(Saved entries)
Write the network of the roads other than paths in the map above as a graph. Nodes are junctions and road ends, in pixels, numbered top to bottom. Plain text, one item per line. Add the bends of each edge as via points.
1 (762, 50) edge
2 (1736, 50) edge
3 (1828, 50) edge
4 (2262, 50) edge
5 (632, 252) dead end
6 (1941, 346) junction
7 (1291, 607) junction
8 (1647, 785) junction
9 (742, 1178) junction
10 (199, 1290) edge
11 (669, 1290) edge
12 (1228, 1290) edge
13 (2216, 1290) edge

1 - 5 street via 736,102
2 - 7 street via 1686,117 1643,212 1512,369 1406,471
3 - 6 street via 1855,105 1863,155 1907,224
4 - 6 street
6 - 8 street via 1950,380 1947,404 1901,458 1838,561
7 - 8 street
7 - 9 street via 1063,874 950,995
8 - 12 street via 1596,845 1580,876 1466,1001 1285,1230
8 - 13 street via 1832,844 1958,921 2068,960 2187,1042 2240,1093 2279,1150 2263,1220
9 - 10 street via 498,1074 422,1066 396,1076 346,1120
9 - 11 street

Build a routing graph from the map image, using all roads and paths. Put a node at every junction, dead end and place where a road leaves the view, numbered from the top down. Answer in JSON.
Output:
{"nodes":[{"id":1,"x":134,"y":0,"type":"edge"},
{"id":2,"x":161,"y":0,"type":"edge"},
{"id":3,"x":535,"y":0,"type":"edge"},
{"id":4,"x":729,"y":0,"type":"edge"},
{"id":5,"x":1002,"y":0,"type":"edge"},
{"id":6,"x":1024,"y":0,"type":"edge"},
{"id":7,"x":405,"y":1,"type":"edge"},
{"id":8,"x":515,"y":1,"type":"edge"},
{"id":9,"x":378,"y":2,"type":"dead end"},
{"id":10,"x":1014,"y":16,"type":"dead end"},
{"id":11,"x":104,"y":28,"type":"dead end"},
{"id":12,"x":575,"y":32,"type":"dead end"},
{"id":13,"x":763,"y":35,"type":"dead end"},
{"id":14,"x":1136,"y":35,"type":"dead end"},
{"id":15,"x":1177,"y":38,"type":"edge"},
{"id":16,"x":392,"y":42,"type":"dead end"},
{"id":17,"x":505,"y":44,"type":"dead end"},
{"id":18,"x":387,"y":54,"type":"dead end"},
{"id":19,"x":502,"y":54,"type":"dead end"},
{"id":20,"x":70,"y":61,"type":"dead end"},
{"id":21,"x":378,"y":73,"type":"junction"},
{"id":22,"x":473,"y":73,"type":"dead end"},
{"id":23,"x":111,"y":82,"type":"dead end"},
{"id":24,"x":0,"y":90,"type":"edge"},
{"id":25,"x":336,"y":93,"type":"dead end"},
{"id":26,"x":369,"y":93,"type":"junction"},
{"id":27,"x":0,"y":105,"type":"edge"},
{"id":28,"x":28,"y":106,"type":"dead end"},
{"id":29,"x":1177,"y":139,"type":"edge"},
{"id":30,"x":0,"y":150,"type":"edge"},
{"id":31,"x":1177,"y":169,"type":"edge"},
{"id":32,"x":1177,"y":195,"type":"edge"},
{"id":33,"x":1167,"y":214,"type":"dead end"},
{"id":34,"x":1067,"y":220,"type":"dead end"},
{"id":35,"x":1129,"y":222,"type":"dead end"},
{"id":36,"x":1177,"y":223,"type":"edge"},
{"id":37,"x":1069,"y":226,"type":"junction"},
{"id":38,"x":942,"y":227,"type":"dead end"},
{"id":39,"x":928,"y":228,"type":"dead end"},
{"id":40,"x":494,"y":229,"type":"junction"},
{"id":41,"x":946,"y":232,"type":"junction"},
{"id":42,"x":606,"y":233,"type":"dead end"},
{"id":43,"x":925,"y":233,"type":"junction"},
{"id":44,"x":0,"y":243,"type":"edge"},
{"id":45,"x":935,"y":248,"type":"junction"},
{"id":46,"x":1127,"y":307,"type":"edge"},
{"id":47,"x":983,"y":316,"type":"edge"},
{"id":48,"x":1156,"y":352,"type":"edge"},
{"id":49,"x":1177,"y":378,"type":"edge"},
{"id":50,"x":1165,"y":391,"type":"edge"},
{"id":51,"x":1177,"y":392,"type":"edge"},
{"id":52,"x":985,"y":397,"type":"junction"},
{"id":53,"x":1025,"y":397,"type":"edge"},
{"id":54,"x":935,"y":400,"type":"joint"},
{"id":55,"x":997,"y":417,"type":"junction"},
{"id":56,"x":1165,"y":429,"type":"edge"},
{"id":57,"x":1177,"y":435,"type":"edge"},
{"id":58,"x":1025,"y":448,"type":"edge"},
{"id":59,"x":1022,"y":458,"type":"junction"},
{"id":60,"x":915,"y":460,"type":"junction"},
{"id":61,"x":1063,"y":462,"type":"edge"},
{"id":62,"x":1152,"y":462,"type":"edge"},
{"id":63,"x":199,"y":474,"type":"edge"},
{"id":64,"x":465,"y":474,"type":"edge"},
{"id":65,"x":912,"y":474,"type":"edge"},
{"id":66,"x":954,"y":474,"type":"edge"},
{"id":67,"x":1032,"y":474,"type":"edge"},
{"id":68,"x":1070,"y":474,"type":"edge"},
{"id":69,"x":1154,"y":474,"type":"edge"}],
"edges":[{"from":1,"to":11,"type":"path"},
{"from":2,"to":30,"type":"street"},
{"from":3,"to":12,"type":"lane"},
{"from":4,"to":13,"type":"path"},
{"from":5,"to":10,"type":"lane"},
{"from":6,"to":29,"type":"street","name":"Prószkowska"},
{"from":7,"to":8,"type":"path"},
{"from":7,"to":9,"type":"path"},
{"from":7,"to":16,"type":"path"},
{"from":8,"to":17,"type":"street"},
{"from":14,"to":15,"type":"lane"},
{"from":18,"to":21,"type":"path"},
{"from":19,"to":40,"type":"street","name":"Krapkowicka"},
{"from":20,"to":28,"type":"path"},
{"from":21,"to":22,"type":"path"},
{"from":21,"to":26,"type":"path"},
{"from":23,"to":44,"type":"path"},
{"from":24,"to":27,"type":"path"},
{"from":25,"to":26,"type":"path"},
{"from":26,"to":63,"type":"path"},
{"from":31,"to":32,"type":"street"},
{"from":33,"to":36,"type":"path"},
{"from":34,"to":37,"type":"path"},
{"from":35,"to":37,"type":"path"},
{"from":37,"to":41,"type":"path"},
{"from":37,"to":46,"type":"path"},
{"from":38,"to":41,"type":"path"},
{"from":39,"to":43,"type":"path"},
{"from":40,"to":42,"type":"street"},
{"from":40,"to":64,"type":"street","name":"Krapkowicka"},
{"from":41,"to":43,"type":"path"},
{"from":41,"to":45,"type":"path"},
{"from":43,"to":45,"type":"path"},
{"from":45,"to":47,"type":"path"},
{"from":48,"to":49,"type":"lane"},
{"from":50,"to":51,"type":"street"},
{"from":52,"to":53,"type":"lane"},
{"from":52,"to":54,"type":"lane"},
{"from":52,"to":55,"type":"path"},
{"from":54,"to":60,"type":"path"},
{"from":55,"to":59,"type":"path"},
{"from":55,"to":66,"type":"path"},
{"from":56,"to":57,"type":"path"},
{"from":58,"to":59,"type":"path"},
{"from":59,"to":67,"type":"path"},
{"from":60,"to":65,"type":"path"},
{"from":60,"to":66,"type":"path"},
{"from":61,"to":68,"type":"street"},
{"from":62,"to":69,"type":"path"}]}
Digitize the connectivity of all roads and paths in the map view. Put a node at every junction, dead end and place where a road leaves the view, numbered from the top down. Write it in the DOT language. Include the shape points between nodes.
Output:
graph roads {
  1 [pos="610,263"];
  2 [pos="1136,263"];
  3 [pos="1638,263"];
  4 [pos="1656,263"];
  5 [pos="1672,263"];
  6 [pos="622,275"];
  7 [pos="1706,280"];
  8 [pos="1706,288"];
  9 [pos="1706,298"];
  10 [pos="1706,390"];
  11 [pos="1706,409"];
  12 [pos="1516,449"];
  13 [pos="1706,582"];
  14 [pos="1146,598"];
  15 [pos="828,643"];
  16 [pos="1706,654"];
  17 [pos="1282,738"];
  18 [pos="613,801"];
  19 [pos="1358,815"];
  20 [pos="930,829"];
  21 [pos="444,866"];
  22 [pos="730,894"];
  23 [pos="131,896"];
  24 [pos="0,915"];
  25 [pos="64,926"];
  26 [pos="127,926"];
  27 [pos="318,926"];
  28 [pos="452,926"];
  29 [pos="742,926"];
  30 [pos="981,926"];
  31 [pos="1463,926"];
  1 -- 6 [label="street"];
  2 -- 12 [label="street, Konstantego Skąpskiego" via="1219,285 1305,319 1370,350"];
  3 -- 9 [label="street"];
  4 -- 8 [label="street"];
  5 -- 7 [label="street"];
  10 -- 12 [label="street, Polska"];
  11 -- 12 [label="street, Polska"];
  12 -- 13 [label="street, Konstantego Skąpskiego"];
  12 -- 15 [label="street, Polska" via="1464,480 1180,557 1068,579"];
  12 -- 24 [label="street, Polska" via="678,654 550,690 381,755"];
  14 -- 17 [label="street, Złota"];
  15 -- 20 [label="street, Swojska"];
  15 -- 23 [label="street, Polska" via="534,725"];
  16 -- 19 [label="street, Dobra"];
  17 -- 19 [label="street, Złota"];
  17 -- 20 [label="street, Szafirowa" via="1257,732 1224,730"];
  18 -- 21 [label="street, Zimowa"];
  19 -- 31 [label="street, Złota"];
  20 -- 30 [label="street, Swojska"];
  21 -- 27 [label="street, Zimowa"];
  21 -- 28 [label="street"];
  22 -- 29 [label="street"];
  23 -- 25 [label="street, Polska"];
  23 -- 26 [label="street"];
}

_What is expected_
Say how many lines of the data include the string "roads". Nothing other than the number should be given.

_Task solution_
4